▶ [EXERCISE OBJECTIVE]
Working from the entries below, count every line that includes the word "leverage". Return the figure alone.

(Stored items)
———

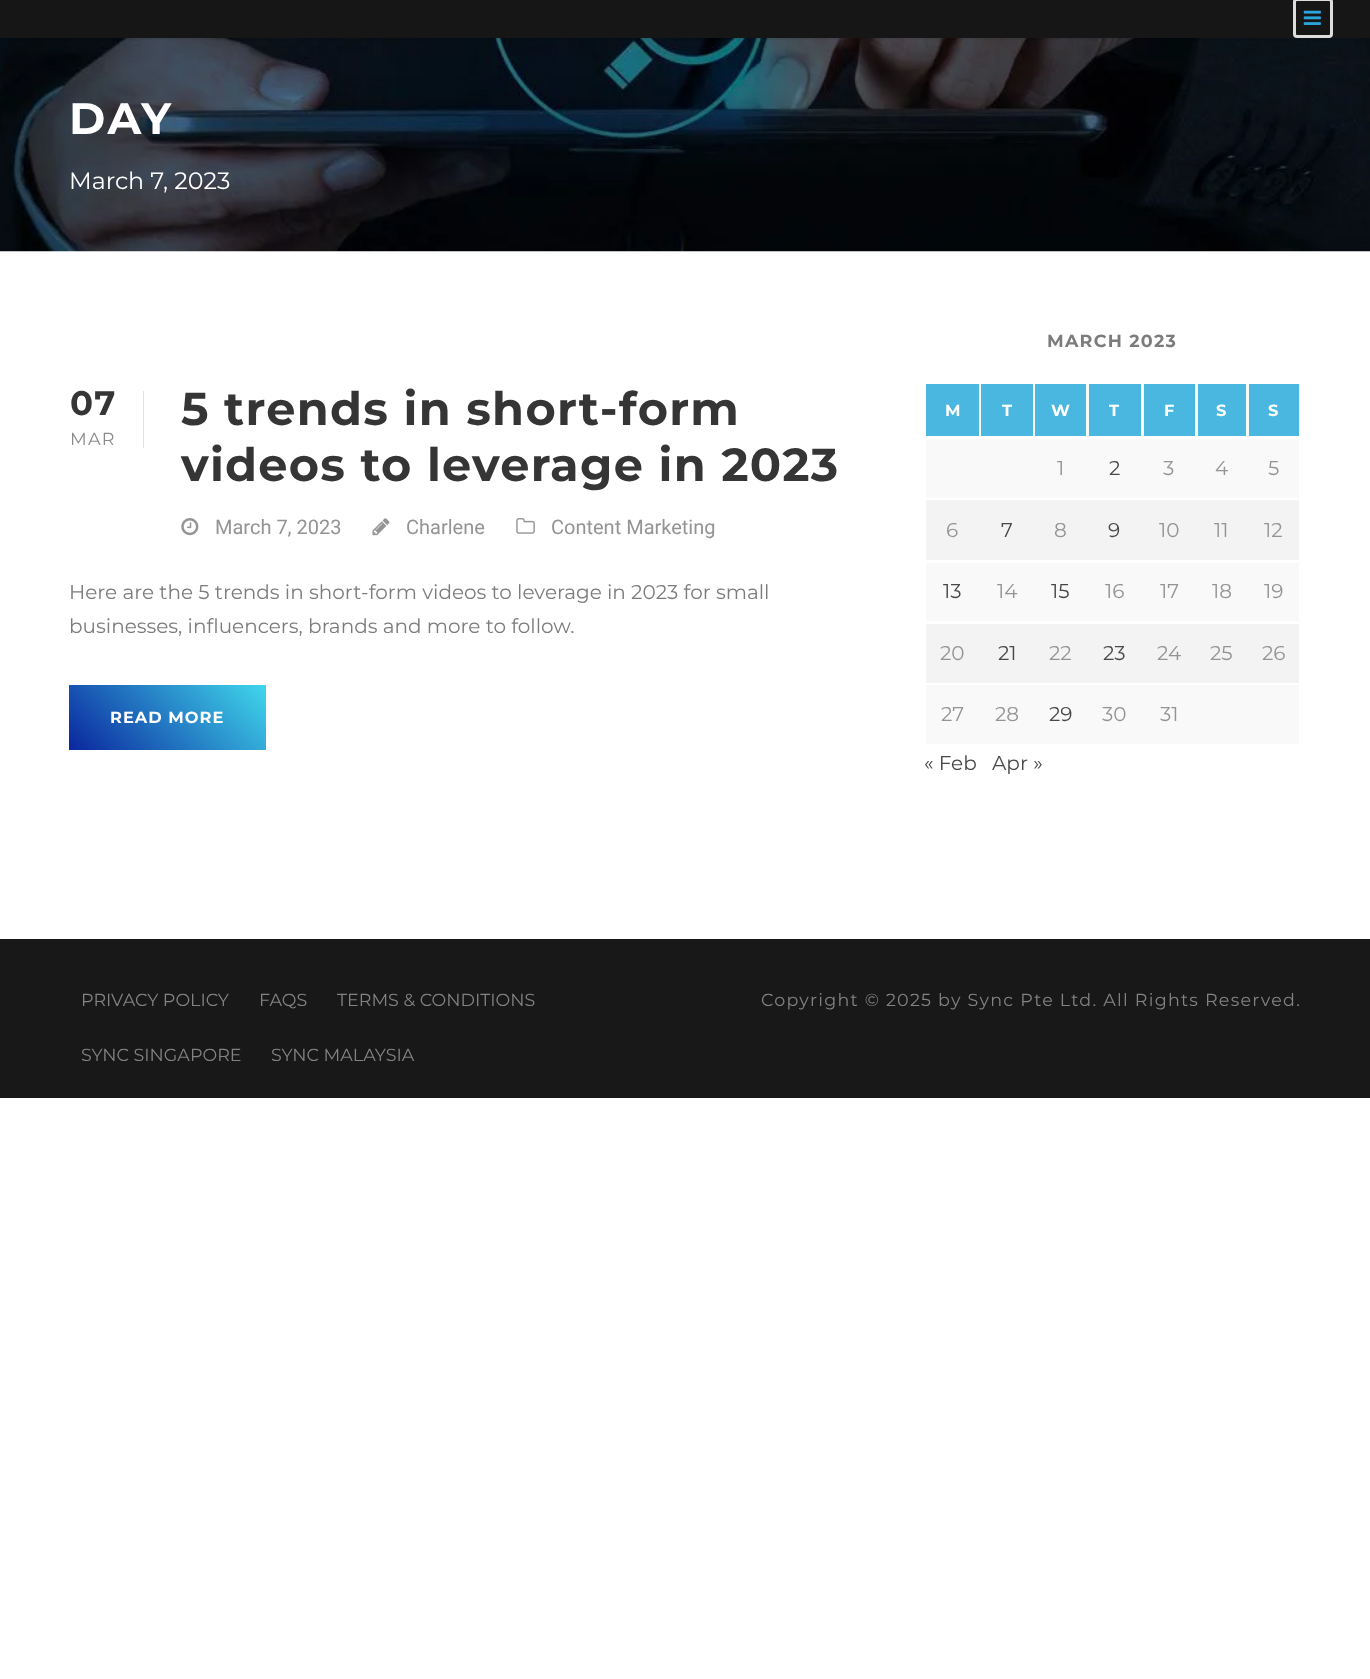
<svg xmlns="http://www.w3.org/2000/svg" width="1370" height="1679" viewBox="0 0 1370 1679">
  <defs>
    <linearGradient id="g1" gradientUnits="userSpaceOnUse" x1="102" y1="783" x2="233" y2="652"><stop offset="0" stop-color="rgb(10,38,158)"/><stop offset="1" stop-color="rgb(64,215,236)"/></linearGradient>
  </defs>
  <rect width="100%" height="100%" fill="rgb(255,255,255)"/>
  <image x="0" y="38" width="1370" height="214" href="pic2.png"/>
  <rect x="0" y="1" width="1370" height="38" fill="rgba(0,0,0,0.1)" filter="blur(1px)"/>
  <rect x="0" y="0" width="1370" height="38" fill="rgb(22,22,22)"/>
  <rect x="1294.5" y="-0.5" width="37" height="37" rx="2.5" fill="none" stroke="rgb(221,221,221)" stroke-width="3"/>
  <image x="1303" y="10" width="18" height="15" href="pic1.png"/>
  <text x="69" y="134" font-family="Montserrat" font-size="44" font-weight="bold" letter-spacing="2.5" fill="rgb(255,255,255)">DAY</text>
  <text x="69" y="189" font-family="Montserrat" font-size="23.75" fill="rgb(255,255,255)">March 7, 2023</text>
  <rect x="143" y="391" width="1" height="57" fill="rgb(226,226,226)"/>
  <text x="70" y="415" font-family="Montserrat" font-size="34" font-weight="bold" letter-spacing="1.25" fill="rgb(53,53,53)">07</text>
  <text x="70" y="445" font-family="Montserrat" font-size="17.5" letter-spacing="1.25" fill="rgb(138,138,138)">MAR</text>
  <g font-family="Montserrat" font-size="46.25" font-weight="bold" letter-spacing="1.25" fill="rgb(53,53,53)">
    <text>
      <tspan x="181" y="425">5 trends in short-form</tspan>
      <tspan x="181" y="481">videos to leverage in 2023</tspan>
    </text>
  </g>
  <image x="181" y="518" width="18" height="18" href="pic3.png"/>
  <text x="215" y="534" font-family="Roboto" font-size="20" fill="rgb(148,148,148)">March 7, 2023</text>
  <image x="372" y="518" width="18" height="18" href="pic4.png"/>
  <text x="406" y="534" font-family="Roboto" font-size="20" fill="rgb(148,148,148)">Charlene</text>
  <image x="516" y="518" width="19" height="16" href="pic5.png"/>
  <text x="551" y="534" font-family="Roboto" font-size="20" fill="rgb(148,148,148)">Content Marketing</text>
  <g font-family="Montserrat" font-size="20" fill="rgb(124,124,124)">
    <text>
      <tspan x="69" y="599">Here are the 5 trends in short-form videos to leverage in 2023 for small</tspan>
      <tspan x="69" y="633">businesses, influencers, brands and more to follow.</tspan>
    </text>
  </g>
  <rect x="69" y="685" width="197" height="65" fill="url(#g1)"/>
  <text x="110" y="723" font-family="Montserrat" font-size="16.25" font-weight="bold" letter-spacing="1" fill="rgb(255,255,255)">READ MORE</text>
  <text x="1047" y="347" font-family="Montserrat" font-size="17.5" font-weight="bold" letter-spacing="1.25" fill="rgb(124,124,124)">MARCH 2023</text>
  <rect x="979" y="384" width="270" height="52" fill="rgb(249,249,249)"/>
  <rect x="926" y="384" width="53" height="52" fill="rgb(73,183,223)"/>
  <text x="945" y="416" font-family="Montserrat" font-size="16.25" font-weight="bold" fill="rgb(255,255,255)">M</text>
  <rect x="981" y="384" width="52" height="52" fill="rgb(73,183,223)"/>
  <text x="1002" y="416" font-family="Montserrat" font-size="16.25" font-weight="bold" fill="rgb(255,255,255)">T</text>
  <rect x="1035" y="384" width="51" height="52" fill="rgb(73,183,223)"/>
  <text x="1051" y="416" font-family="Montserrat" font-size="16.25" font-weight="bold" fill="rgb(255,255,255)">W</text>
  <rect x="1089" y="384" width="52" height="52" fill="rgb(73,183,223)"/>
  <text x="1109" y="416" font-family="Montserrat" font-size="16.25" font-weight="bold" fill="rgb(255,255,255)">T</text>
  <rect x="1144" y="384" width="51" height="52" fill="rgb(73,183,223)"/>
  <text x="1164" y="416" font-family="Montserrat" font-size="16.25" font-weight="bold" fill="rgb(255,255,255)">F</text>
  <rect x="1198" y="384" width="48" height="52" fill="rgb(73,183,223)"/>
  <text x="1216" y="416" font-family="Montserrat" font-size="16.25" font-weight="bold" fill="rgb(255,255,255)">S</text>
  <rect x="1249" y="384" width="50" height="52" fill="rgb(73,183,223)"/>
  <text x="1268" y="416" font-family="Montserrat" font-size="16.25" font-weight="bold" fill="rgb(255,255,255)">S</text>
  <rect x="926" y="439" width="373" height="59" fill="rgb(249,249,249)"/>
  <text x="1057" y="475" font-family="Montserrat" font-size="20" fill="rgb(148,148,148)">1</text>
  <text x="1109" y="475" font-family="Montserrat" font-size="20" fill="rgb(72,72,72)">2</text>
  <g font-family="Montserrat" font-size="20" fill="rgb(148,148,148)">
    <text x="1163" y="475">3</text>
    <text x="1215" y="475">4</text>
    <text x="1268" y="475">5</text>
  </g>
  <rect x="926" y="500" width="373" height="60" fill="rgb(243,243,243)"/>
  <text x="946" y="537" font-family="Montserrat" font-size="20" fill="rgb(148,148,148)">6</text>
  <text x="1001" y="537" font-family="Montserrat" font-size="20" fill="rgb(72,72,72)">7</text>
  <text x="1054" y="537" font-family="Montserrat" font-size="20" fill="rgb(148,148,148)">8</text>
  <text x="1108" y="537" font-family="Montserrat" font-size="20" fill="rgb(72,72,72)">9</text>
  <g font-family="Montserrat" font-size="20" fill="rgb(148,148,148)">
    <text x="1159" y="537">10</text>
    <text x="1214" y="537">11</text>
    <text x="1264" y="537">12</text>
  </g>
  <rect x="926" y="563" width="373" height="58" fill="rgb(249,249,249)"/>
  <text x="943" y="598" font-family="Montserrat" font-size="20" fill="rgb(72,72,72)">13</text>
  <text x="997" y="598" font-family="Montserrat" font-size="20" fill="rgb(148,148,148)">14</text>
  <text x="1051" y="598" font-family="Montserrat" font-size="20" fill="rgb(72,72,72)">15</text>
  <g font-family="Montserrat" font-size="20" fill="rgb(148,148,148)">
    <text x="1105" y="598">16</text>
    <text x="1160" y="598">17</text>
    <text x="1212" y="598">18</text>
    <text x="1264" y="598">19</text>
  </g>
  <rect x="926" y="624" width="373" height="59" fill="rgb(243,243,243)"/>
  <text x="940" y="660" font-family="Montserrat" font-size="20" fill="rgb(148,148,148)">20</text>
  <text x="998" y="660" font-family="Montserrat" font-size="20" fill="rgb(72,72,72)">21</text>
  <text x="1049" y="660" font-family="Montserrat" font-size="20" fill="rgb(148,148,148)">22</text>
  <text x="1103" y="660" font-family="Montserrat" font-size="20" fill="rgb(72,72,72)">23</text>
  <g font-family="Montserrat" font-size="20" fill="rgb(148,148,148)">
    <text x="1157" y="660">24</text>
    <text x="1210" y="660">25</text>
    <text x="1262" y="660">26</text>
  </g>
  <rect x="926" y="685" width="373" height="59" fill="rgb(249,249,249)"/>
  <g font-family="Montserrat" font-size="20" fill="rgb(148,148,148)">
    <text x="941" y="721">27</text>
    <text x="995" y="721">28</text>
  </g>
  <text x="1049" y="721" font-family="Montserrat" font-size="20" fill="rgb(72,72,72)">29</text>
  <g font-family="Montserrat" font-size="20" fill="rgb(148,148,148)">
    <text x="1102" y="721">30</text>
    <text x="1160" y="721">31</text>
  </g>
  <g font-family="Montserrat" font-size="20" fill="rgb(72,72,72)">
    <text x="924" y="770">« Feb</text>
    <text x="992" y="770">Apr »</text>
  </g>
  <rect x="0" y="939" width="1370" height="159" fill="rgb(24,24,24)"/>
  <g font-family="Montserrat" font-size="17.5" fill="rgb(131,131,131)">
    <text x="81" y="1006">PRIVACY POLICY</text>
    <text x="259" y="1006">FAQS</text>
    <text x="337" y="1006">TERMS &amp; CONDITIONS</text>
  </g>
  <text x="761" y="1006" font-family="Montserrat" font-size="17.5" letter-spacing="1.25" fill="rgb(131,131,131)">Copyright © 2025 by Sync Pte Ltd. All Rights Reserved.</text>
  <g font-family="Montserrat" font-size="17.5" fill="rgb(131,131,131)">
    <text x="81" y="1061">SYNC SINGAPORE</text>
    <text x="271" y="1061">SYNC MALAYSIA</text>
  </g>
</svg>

———

▶ [TASK OUTPUT]
2